▶ Aim of the task
Repeat the listing word for word, but skip any pictures.

▶ Records provided
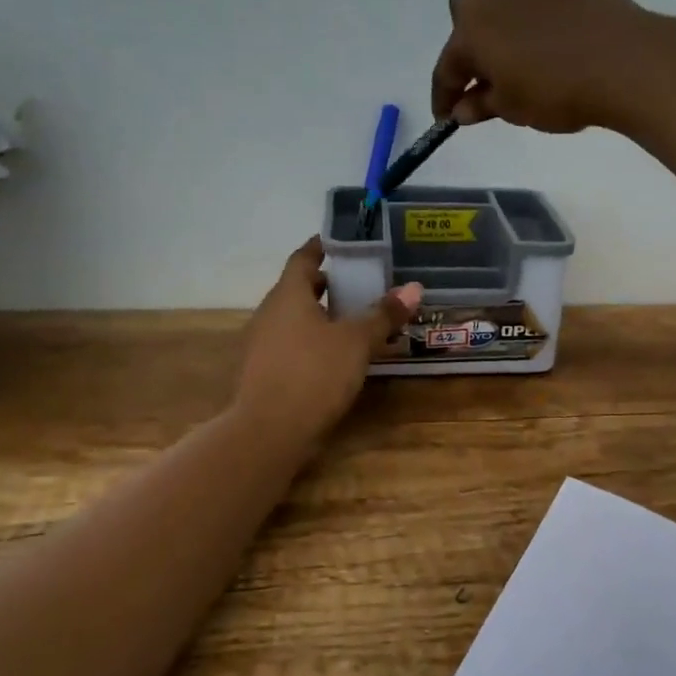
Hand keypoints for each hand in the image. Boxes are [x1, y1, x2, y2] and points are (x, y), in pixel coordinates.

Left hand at [234, 238, 422, 450]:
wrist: (268, 432)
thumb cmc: (314, 374)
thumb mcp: (357, 342)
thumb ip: (383, 315)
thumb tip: (413, 287)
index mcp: (288, 295)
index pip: (303, 258)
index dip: (321, 247)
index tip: (340, 242)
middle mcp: (269, 313)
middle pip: (297, 289)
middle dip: (325, 285)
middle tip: (357, 284)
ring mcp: (261, 345)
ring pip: (293, 319)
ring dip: (319, 316)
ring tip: (352, 321)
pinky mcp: (263, 373)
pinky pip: (290, 345)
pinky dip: (312, 341)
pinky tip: (334, 358)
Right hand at [431, 0, 674, 133]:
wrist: (627, 64)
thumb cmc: (557, 92)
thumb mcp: (513, 109)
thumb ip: (482, 105)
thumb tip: (463, 109)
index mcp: (473, 28)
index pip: (447, 67)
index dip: (444, 96)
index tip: (445, 117)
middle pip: (466, 9)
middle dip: (468, 38)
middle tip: (485, 72)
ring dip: (500, 7)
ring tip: (516, 39)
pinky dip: (543, 8)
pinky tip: (559, 33)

▶ Task response
Hand keypoints for each hand in the image. Boxes are [x1, y1, x2, y2] and points are (x, y), in pixel coordinates.

Left hand at [234, 238, 422, 450]:
wrist: (268, 432)
thumb cmc: (314, 374)
thumb mcp: (357, 342)
thumb ip: (383, 315)
thumb tip: (413, 287)
index mcp: (288, 295)
index pip: (303, 258)
index dip: (321, 247)
index tip: (340, 242)
middle mcp: (269, 313)
middle pip: (297, 289)
middle dip: (325, 285)
middle tip: (357, 284)
ring mcp: (261, 345)
ring pip: (293, 319)
ring dip: (319, 316)
ring tip: (352, 321)
pinky mcp: (263, 373)
pinky pip: (290, 345)
pinky dip: (312, 341)
pinky tip: (334, 358)
Right hand at [431, 0, 674, 133]:
wrist: (627, 64)
thumb cmc: (557, 92)
thumb mcp: (513, 109)
thumb ip: (482, 105)
thumb tip: (463, 109)
index mcp: (473, 28)
index pip: (447, 67)
index dip: (444, 96)
index tip: (445, 117)
middle pip: (466, 9)
middle dip: (468, 38)
middle tip: (485, 72)
ring dip: (500, 7)
ring tip: (516, 39)
pinky dip: (543, 8)
pinky tip: (559, 33)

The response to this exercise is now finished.